17 Responses to America’s Next Top Shot is A Ferret Jacked-Up on Cappuccinos. Or Not.

  1. Less talk. More shoot. Oh, and I want that range closer to my house. I’m sick of paper targets only, no rapid fire, no .50 BMG (not that I have the gear to violate that last rule…)

  2. I’m thoroughly exhausted after watching that.

    I vote no, based on the fact that it was a Neos… and no other particularly valid reason.

  3. Next month he’ll ride his motorcycle from New York to Paris in under twelve hours while holding his breath. Impressive indeed.

  4. I’ve got him beat. I remember so many weapon systems because I have one of those Pornographic Memories!

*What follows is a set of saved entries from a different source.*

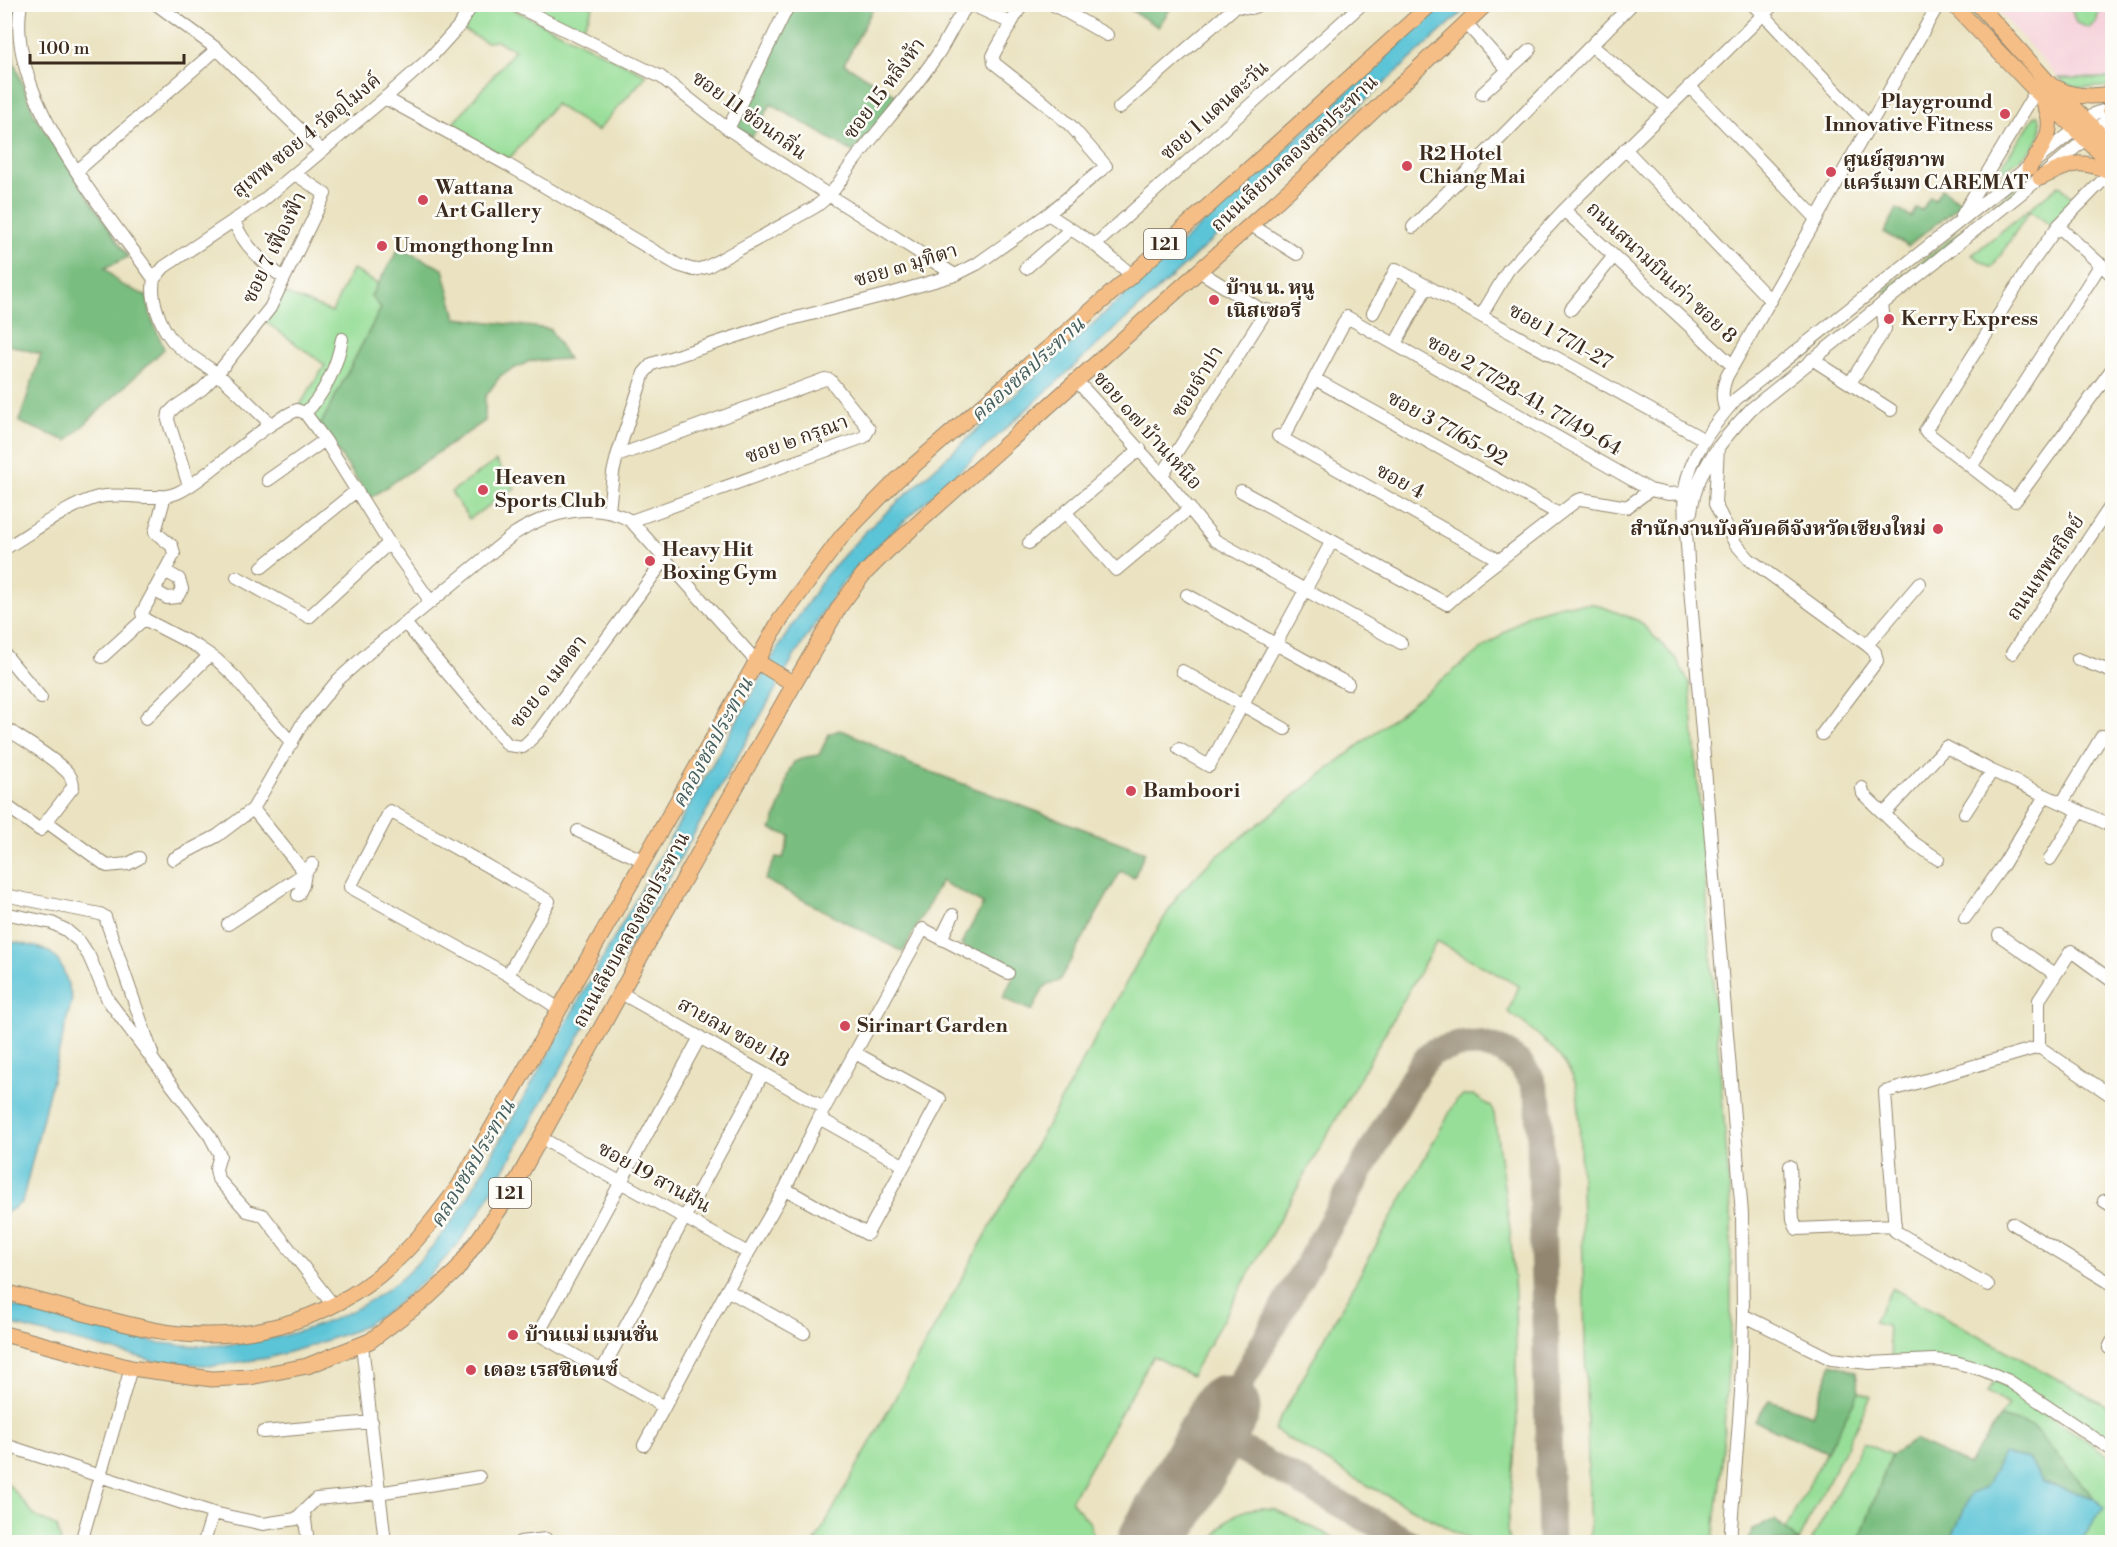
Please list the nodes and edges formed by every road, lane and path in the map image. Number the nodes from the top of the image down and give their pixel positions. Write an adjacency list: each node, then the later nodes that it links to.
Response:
1 (21, 4): 42 (street)
2 (156, 4): 25 (street)
3 (473, 4): 31 (street, สุเทพ ซอย 4 วัดอุโมงค์)
4 (512, 4): 36 (street, ซอย 11 ซ่อนกลิ่น)
5 (789, 4): 36 (street)
6 (970, 4): 21 (street, ซอย 15 หลิ่งห้า); 45 (street, ซอย 15 หลิ่งห้า)
7 (1022, 4): 21 (street)
8 (1052, 4): 23 (street)
9 (1262, 4): 17 (street)
10 (1362, 4): 55 (street, ซอย 1 แดนตะวัน)
11 (1431, 4): 61 (main road, ถนนเลียบคลองชลประทาน / 121)
12 (1486, 4): 22 (main road, ถนนเลียบคลองชลประทาน / 121)
13 (1752, 4): 20 (street)
14 (1774, 4): 20 (street)
15 (1953, 4): 29 (main road)
16 (1978, 4): 29 (main road)
17 (1235, 5): 34 (street)
18 (1628, 6): 24 (street)
19 (1937, 8): 35 (street)
20 (1764, 15): 28 (street); 35 (street)
21 (1011, 23): 47 (street, ซอย ๓ มุทิตา)
22 (1466, 23): 27 (street); 51 (main road, ถนนเลียบคลองชลประทาน / 121)
23 (1107, 35)
24 (1592, 46): 33 (street); 53 (street)
25 (217, 49): 39 (street); 42 (street)
26 (1530, 50): 27 (street)
27 (1508, 70): 30 (street)
28 (1689, 86): 33 (street); 48 (street)
29 (2041, 89): 32 (main road); 37 (main road); 43 (main road); 50 (street)
30 (1482, 93)
31 (385, 98): 39 (street, สุเทพ ซอย 4 วัดอุโมงค์); 45 (street)
32 (2112, 104): 37 (street)
33 (1667, 107): 38 (street)
34 (1119, 108)
35 (1869, 126): 48 (street)
36 (728, 129): 45 (street, ซอย 11 ซ่อนกลิ่น)
37 (2086, 130): 40 (main road); 41 (main road); 43 (street)
38 (1625, 149): 46 (street); 67 (street)
39 (321, 150): 44 (street, สุเทพ ซอย 4 วัดอุโมงค์)
40 (2112, 153)
41 (2112, 167): 43 (main road); 52 (street)
42 (77, 171): 65 (street)
43 (2034, 173): 50 (street); 68 (street)
44 (295, 174): 49 (street, สุเทพ ซอย 4 วัดอุโมงค์); 64 (street, ซอย 7 เฟื่องฟ้า)
45 (830, 196): 62 (street, ซอย 11 ซ่อนกลิ่น)
46 (1564, 210): 57 (street, ถนนสนามบินเก่า ซอย 8); 71 (street)
47 (1048, 213): 54 (street); 62 (street, ซอย ๓ มุทิตา)
48 (1817, 219): 67 (street)
49 (234, 220): 64 (street); 65 (street, สุเทพ ซอย 4 วัดอุโมงค์)
50 (1957, 223): 83 (street)
51 (1251, 225): 56 (street); 60 (main road, ถนนเลียบคลองชลประทาน / 121)
52 (2058, 226): 58 (street); 91 (street)
53 (1413, 227)
54 (1071, 229): 55 (street); 59 (street)
55 (1095, 245): 61 (street)
56 (1297, 254)
57 (1614, 256): 69 (street); 75 (street, ถนนสนามบินเก่า ซอย 8)
58 (2101, 264): 63 (street); 91 (street)
59 (1026, 268)
60 (1199, 272): 79 (main road, ถนนเลียบคลองชลประทาน / 121); 92 (street, ซอยจำปา)
61 (1132, 274): 131 (main road, ถนนเลียบคลองชลประทาน / 121)
62 (955, 275): 90 (street, ซอย ๓ มุทิตา)
63 (2112, 275)
64 (284, 278): 77 (street, ซอย 7 เฟื่องฟ้า)
65 (153, 281): 77 (street)
66 (1426, 286): 70 (street, ซอย 1 77/1-27); 71 (street, ซอย 1 77/1-27); 73 (street)
67 (1771, 301): 75 (street)
68 (1882, 304): 74 (street); 80 (street)
69 (1571, 309)
70 (1373, 313)
71 (1481, 316): 87 (street, ซอย 1 77/1-27)
72 (342, 339): 82 (street)
73 (1395, 344): 78 (street, ซอย 2 77/28-41, 77/49-64); 95 (street, ซอย 2 77/28-41, 77/49-64)
74 (1812, 359): 80 (street); 85 (street)
75 (1733, 366): 83 (street)
76 (2112, 369): 91 (street)
77 (217, 374): 84 (street); 94 (street, ซอย 7 เฟื่องฟ้า)
78 (1315, 379): 104 (street, ซอย 3 77/65-92); 112 (street, ซอย 4)
79 (1076, 380): 89 (street, ซอย ๑๗ บ้านเหนือ); 134 (main road, ถนนเลียบคลองชลประทาน / 121)
80 (1850, 383): 81 (street)
81 (1891, 410)
82 (305, 413): 84 (street); 86 (street)
83 (1724, 413): 85 (street); 87 (street)
84 (270, 423): 94 (street)
85 (1734, 427): 88 (street)
86 (324, 440): 93 (street); 96 (street)
87 (1705, 440): 98 (street)
88 (1718, 446): 109 (street); 125 (street)
89 (1140, 449): 92 (street, ซอย ๑๗ บ้านเหนือ); 103 (street)
90 (617, 456): 102 (street, ซอย ๓ มุทิตา); 105 (street, ซอย ๒ กรุณา)
91 (1971, 467)
92 (1162, 474): 101 (street, ซอย ๑๗ บ้านเหนือ)
93 (268, 480)
94 (189, 486): 99 (street)
95 (1650, 490): 98 (street, ซอย 2 77/28-41, 77/49-64); 104 (street)
96 (356, 491): 107 (street); 113 (street)
97 (1242, 491): 106 (street)
98 (1685, 493): 109 (street)
99 (161, 496): 110 (street); 114 (street)
100 (2112, 507): 127 (street, ถนนเทพสถิตย์)
101 (1190, 508): 103 (street); 118 (street, ซอย ๑๗ บ้านเหนือ)
102 (609, 511): 105 (street); 120 (street)
103 (1066, 513): 108 (street)
104 (1559, 514): 112 (street)
105 (631, 520): 111 (street)
106 (1332, 541): 112 (street); 118 (street)
107 (389, 543): 115 (street); 120 (street)
108 (1029, 543)
109 (1688, 543): 198 (street)
110 (4, 549)
111 (666, 558): 122 (street, ซอย ๑ เมตตา); 131 (street)
112 (1499, 560)
113 (262, 567)
114 (165, 571): 117 (street); 117 (street)
115 (237, 577)
116 (1920, 584): 125 (street)
117 (154, 590): 121 (street)
118 (1305, 590): 123 (street, ซอย ๑๗ บ้านเหนือ); 124 (street)
119 (1187, 595): 124 (street)
120 (431, 602): 122 (street)
121 (144, 619): 128 (street); 129 (street)
122 (405, 623): 143 (street)
123 (1401, 643)
124 (1275, 644): 135 (street); 137 (street)
125 (1867, 645): 141 (street)
126 (4, 653): 136 (street)
127 (2012, 653)
128 (210, 655): 138 (street); 143 (street)
129 (102, 657)
130 (2078, 659): 132 (street)
131 (760, 663): 134 (main road); 160 (main road, ถนนเลียบคลองชลประทาน / 121)
132 (2111, 668)
133 (1182, 671): 137 (street)
134 (789, 681): 175 (main road, ถนนเลียบคลองชลประทาน / 121)
135 (1348, 684)
136 (40, 698)
137 (1242, 705): 140 (street); 144 (street)
138 (146, 718)
139 (4, 727): 154 (street)
140 (1285, 729)
141 (1822, 734)
142 (2102, 736): 148 (street)
143 (292, 743): 150 (street)
144 (1179, 749)
145 (1992, 771): 147 (street); 152 (street); 153 (street)
146 (1862, 788): 153 (street)
147 (2044, 795): 148 (street); 167 (street)
148 (2062, 803): 151 (street)
149 (4, 804): 154 (street)
150 (253, 809): 158 (street); 162 (street)
151 (2080, 812): 155 (street); 159 (street)
152 (1965, 813)
153 (1884, 814): 161 (street)
154 (46, 822): 157 (street)
155 (2112, 826)
156 (578, 831): 160 (street)
157 (139, 858)
158 (173, 859)
159 (2050, 859)
160 (642, 860): 176 (main road, ถนนเลียบคลองชลประทาน / 121)
161 (1938, 860)
162 (308, 868): 164 (street); 168 (street)
163 (4, 895): 180 (street)
164 (298, 895)
165 (4, 913): 180 (street)
166 (953, 915): 170 (street)
167 (1965, 918)
168 (228, 924)
169 (1999, 934): 172 (street)
170 (941, 939): 171 (street); 179 (street)
171 (1008, 973)
172 (2055, 974): 174 (street); 178 (street)
173 (508, 975): 173 (street); 176 (street)
174 (2112, 981)
175 (621, 993): 177 (street, สายลม ซอย 18); 184 (main road, ถนนเลียบคลองชลประทาน / 121)
176 (559, 1009): 197 (main road, ถนนเลียบคลองชลประทาน / 121)
177 (700, 1037): 181 (street, สายลม ซอย 18); 187 (street)
178 (2039, 1047): 182 (street); 191 (street)
179 (855, 1053): 183 (street); 185 (street)
180 (155, 1063): 197 (street)
181 (764, 1073): 183 (street, สายลม ซอย 18); 189 (street)
182 (2112, 1096)
183 (822, 1113): 185 (street, สายลม ซอย 18); 188 (street)
184 (541, 1138): 187 (street, ซอย 19 สานฝัน); 201 (main road, ถนนเลียบคลองชลประทาน / 121)
185 (903, 1165): 188 (street)
186 (1790, 1166): 191 (street)
187 (622, 1182): 189 (street, ซอย 19 สานฝัน); 203 (street)
188 (785, 1189): 192 (street)
189 (685, 1217): 192 (street, ซอย 19 สานฝัน); 203 (street)
190 (2012, 1222): 193 (street)
191 (1894, 1225): 194 (street)
192 (748, 1253): 195 (street)
193 (2112, 1284)
194 (1988, 1285)
195 (727, 1290): 199 (street); 204 (street)
196 (4, 1292): 197 (main road, ถนนเลียบคลองชลประทาน / 121)
197 (333, 1305)
198 (1743, 1315): 209 (street); 221 (street)
199 (804, 1332)
200 (4, 1334): 202 (main road, ถนนเลียบคลองชลประทาน / 121)
201 (362, 1345): 202 (main road, ถนนเลียบคลองชลประทาน / 121); 205 (street)
202 (131, 1368): 210 (street)
203 (602, 1370): 204 (street)
204 (664, 1407): 207 (street)
205 (372, 1422): 206 (street); 212 (street)
206 (263, 1431)
207 (644, 1445)
208 (10, 1447): 210 (street)
209 (2112, 1450)
210 (100, 1477): 213 (street); 216 (street)
211 (479, 1477): 212 (street)
212 (378, 1493): 214 (street); 219 (street)
213 (213, 1513): 214 (street); 217 (street)
214 (304, 1513): 218 (street)
215 (546, 1539): 220 (street)
216 (81, 1542)
217 (204, 1542)
218 (308, 1542)
219 (385, 1542)
220 (520, 1542)
221 (1730, 1542)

      • Thanks for the link, Robert. I will put in later, this cut off is today. I just started pain management for the migraines/cracked eye socket-I’ve been on morphine for 4 days now. Once I have control, then I start training up again. I already started working on my wavemaster kick bag. My bulldog attacks the face for me every time I knock it over!

  5. Got to 1:08 and had to stop because my heart rate was climbing listening to this guy. I will give you two words that spell out why this guy can not be top shot. Breathing control.

  6. This reminds me-does The Deadliest Warrior come on anymore? I loved when they had the comparison of LAPD SWAT and GSG 9 weapons.